前記遺伝子の導入は、通常的に知られている遺伝子操作方法を用いて行うことができる。例えば、ウイルスなどのベクターを用いる方法、合成リン脂質や合成陽イオン性高分子などを使用する非ウイルス性方法、及び細胞膜に一時的な電気刺激を加えることによって遺伝子を導入する電気透過法などの物理的な方法を使用することができ、これに限定されない。
本発明において、「増幅」とは、該当遺伝子の一部の塩基を変異、置換、又は削除させたり、一部の塩基を導入させたり、又は、同一の酵素をコーディングする他の微生物由来の遺伝子を導入させることによって対応する酵素の活性を増加させることを包括する概念である。
本発明において、「ベクター(vector)」とは、適切な宿主内でDNAを発現できる適切な調節配列に作動可能に連結されたDNA配列を含有するDNA製造物を意味する。ベクターは、プラスミド、ファージ粒子、又は、簡単な潜在的ゲノム挿入物であり得る。適当な宿主に形質転換されると、ベクターは、宿主ゲノムと関係なく複製して機能したり、又は、一部の場合は、ゲノム自体に統合され得る。プラスミドが現在のベクターの最も通常的に使用される形態であるので、本発明の明細書における「プラスミド(plasmid)」及び「ベクター(vector)」は、時々相互交換的に使用される。しかし、本発明は、当業界に知られている機能又は当業界に知られるようになる機能と同等な機能を有するベクターの他の形態を含む。
本発明において、「発現ベクター」とは、通常、異種のDNAの断片が挿入された組換えキャリア(recombinant carrier)であって、一般に、2本鎖DNA断片を意味する。ここで、異種DNAは、宿主細胞で天然的に発見されないDNAである異形DNAを意味する。発現ベクターは、一旦宿主細胞内にあると、宿主染色体DNAと関係なく複製することができ、ベクターの数個のコピー及びその挿入された(異種)DNAが生成され得る。当業界で周知のように、宿主細胞で形質感染遺伝子の発現水準を高めるためには、該当の遺伝子が、選択された発現宿主内で機能を発揮する転写及び解毒発現調節配列に作動可能に連結されなければならない。好ましくは、発現調節配列及び該当の遺伝子は、細菌選択マーカー及び複製開始点(replication origin)を共に含んでいる一つの発現ベクター内に含まれるようになる。発現宿主が真核細胞である場合、発現ベクターは、真核発現宿主内で有用な発現マーカーをさらに含まなければならない。

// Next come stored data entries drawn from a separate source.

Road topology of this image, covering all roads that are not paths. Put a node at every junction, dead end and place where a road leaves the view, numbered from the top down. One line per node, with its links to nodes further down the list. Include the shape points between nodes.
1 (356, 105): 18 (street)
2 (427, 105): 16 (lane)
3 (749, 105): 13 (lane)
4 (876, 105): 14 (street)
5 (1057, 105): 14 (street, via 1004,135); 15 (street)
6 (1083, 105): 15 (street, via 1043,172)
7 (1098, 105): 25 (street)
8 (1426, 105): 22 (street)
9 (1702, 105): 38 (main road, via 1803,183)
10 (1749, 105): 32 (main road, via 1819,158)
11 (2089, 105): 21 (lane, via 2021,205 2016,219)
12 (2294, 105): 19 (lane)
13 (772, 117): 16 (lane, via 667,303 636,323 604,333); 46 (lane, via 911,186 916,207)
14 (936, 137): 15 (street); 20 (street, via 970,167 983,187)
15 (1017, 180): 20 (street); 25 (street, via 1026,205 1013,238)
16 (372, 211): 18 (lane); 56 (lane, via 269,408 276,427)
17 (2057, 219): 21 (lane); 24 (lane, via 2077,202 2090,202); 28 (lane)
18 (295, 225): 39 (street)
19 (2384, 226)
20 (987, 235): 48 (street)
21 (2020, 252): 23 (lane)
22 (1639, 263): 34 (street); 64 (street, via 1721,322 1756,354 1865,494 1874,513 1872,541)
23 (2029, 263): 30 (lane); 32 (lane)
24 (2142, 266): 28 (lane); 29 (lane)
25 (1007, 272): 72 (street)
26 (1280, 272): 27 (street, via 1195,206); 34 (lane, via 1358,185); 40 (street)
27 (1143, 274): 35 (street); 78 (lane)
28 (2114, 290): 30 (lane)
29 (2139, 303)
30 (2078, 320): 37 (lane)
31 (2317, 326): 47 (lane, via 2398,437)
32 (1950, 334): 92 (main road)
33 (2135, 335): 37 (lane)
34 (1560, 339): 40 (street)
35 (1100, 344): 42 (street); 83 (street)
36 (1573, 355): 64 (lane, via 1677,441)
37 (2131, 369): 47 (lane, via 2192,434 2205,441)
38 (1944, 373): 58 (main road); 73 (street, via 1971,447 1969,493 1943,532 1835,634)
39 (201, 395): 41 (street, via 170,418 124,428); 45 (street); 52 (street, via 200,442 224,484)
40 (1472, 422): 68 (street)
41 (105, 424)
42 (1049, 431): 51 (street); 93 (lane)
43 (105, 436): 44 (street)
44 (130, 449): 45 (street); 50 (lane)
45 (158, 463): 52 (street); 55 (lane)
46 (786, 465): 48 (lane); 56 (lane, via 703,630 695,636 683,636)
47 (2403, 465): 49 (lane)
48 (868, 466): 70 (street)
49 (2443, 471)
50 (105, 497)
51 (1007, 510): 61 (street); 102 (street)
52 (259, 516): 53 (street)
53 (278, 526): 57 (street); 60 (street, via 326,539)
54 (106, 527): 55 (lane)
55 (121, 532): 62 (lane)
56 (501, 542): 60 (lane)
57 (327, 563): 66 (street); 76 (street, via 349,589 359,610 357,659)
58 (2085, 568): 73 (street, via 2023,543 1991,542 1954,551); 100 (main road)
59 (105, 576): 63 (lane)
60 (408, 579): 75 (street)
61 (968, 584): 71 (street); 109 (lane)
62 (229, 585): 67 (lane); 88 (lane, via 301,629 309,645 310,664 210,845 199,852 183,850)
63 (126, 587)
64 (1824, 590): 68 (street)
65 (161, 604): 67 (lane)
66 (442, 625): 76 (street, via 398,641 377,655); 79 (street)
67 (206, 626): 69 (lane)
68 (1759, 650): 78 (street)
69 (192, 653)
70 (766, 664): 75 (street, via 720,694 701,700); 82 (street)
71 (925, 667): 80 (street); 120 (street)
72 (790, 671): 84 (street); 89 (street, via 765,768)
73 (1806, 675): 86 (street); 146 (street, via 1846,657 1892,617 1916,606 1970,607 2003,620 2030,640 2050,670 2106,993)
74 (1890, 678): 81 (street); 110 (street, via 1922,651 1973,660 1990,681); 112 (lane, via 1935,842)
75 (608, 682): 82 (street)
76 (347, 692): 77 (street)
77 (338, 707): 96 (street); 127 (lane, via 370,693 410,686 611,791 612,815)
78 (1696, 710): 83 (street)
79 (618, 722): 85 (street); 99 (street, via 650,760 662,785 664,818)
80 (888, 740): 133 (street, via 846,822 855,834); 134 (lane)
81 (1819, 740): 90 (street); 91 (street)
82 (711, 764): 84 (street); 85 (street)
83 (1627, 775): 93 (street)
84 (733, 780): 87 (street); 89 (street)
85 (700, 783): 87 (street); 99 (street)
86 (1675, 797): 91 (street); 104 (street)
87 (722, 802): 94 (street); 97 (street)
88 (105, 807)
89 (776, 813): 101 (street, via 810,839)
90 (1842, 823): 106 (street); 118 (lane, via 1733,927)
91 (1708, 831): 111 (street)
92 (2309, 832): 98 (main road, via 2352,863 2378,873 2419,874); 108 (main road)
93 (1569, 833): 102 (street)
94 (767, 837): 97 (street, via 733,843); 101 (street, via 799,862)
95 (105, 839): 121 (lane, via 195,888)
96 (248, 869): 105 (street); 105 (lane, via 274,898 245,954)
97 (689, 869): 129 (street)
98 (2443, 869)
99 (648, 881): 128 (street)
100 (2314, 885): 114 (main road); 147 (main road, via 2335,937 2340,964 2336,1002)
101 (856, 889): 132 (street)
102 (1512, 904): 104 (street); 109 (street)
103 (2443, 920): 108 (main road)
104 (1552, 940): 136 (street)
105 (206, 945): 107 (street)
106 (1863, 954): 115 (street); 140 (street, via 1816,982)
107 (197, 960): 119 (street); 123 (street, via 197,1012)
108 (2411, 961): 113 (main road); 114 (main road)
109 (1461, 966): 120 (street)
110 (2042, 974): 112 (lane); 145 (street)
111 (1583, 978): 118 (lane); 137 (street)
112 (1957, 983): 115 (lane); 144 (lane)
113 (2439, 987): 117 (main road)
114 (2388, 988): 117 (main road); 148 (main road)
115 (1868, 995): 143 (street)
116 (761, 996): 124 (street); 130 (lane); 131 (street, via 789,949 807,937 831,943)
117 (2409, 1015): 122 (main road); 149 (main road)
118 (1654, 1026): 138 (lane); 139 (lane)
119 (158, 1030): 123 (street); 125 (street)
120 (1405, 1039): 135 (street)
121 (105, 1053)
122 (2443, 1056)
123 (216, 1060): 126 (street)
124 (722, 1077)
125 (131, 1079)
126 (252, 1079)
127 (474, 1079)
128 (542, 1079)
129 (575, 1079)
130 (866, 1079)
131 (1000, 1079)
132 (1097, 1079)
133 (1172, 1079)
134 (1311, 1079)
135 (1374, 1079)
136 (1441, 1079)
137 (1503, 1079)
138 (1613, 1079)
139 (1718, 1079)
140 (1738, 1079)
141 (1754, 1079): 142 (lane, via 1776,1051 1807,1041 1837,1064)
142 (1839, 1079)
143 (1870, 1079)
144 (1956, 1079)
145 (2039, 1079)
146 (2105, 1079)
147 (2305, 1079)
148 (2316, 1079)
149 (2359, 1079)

本発明において、「統合ベクター」とは、核酸への統合又は挿入がインテグラーゼ(integrase)を通じて行われるベクターを意味するものであって、統合ベクターの例としては、レトロウイルスベクター、トランスポゾン及びアデノ随伴ウイルスベクターなどがあるが、これに制限されない。
前記ベクターによって形質転換又は形質感染された宿主細胞は、本発明の更に他の側面を構成する。本発明で使用された用語である「形質転換」とは、DNAを宿主に導入し、DNAが染色体外因子として又は染色体統合完成によって複製可能になることを意味する。これは、核酸を有機体、細胞、組織又は機関に導入する如何なる方法も含み、当分野で公知のように、宿主細胞に応じて適切な標準技術を選択して行うことができる。このような方法には、エレクトロポレーション(electroporation)、原形質融合、リン酸カルシウム(CaPO)沈殿、塩化カルシウム(CaCl)沈殿、シリコンカーバイド繊維を用いた撹拌、アグロバクテリウム媒介形質転換、PEG、デキストラン硫酸、リポフェクタミン及び乾燥/抑制媒介形質転換方法などが含まれるが、これに制限されない。発明の宿主細胞は、原核又は真核生物細胞であり得る。また、通常、DNAの導入効率が高く、導入されたDNAの発現効率が高い宿主が使用される。大腸菌、シュードモナス、バシラス、ストレプトマイセス、真菌、酵母などの周知の真核及び原核宿主、SF9(Spodoptera frugiperda)などの昆虫細胞、CHO及びマウス細胞などの動物細胞、COS 1、COS 7、BSC 1、BSC 40及びBMT 10などのアフリカグリーンモンキー細胞、及び組織培養されたヒト細胞は、使用可能な宿主細胞の例である。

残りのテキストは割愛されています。